[What you have to do] Reproduce every record verbatim but drop the pictures.

==== Given information ====

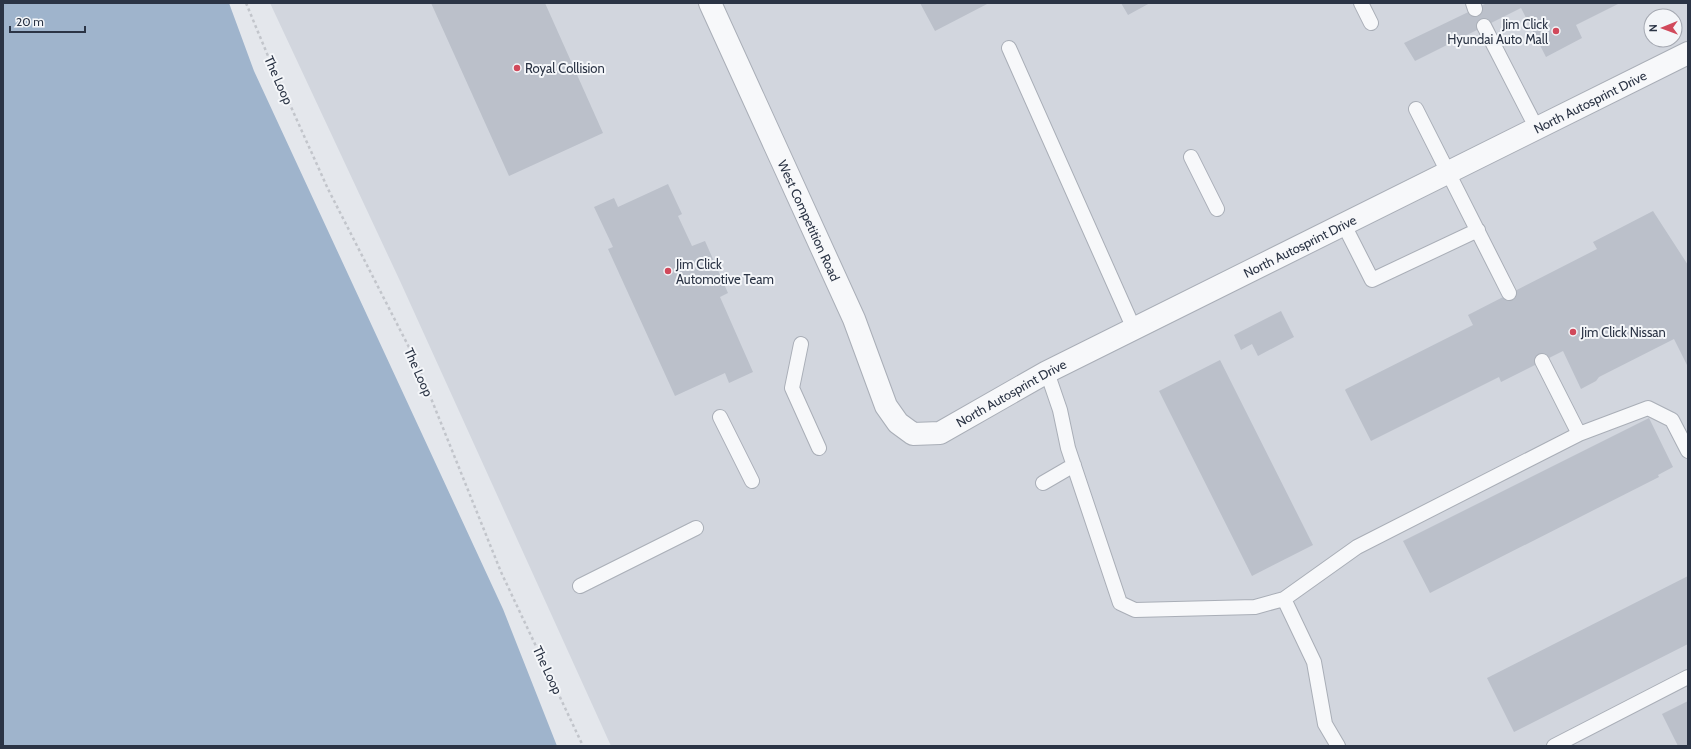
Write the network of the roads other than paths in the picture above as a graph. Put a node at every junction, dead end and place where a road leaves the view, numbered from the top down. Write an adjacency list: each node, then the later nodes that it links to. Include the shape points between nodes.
1 (710, 3): 20 (street, West Competition Road, via 854,319 886,406 898,423)
2 (1361, 3): 3 (lane)
3 (1371, 23)
4 (1484, 26): 8 (lane)
5 (1009, 48): 15 (lane)
6 (1688, 53): 8 (street, North Autosprint Drive)
7 (1416, 109): 10 (lane)
8 (1536, 128): 10 (street, North Autosprint Drive)
9 (1191, 157): 11 (lane)
10 (1449, 172): 12 (street, North Autosprint Drive); 13 (lane)
11 (1217, 209)
12 (1344, 225): 13 (lane, via 1372,280); 15 (street, North Autosprint Drive)
13 (1478, 230): 14 (lane)
14 (1509, 293)
15 (1134, 329): 18 (street, North Autosprint Drive)
16 (801, 344): 22 (lane, via 792,388)
17 (1542, 361): 21 (lane)
18 (1047, 372): 20 (street, North Autosprint Drive, via 940,433); 24 (lane)
19 (720, 417): 25 (lane)
20 (913, 434)
21 (1579, 434): 23 (lane, via 1648,408 1672,420); 29 (lane, via 1357,547)
22 (819, 448)
23 (1688, 451)
24 (1074, 465): 26 (lane); 29 (lane, via 1120,603 1135,610 1255,607)
25 (752, 481)
26 (1043, 483)
27 (696, 528): 28 (lane)
28 (580, 586)
29 (1284, 600): 31 (lane, via 1314,662 1325,724)
30 (1688, 677): 32 (lane)
31 (1338, 746)
32 (1554, 746)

====

[Output for this task]
Write the network of the roads other than paths in the picture above as a graph. Put a node at every junction, dead end and place where a road leaves the view, numbered from the top down. Write an adjacency list: each node, then the later nodes that it links to. Include the shape points between nodes.
1 (710, 3): 20 (street, West Competition Road, via 854,319 886,406 898,423)
2 (1361, 3): 3 (lane)
3 (1371, 23)
4 (1484, 26): 8 (lane)
5 (1009, 48): 15 (lane)
6 (1688, 53): 8 (street, North Autosprint Drive)
7 (1416, 109): 10 (lane)
8 (1536, 128): 10 (street, North Autosprint Drive)
9 (1191, 157): 11 (lane)
10 (1449, 172): 12 (street, North Autosprint Drive); 13 (lane)
11 (1217, 209)
12 (1344, 225): 13 (lane, via 1372,280); 15 (street, North Autosprint Drive)
13 (1478, 230): 14 (lane)
14 (1509, 293)
15 (1134, 329): 18 (street, North Autosprint Drive)
16 (801, 344): 22 (lane, via 792,388)
17 (1542, 361): 21 (lane)
18 (1047, 372): 20 (street, North Autosprint Drive, via 940,433); 24 (lane)
19 (720, 417): 25 (lane)
20 (913, 434)
21 (1579, 434): 23 (lane, via 1648,408 1672,420); 29 (lane, via 1357,547)
22 (819, 448)
23 (1688, 451)
24 (1074, 465): 26 (lane); 29 (lane, via 1120,603 1135,610 1255,607)
25 (752, 481)
26 (1043, 483)
27 (696, 528): 28 (lane)
28 (580, 586)
29 (1284, 600): 31 (lane, via 1314,662 1325,724)
30 (1688, 677): 32 (lane)
31 (1338, 746)
32 (1554, 746)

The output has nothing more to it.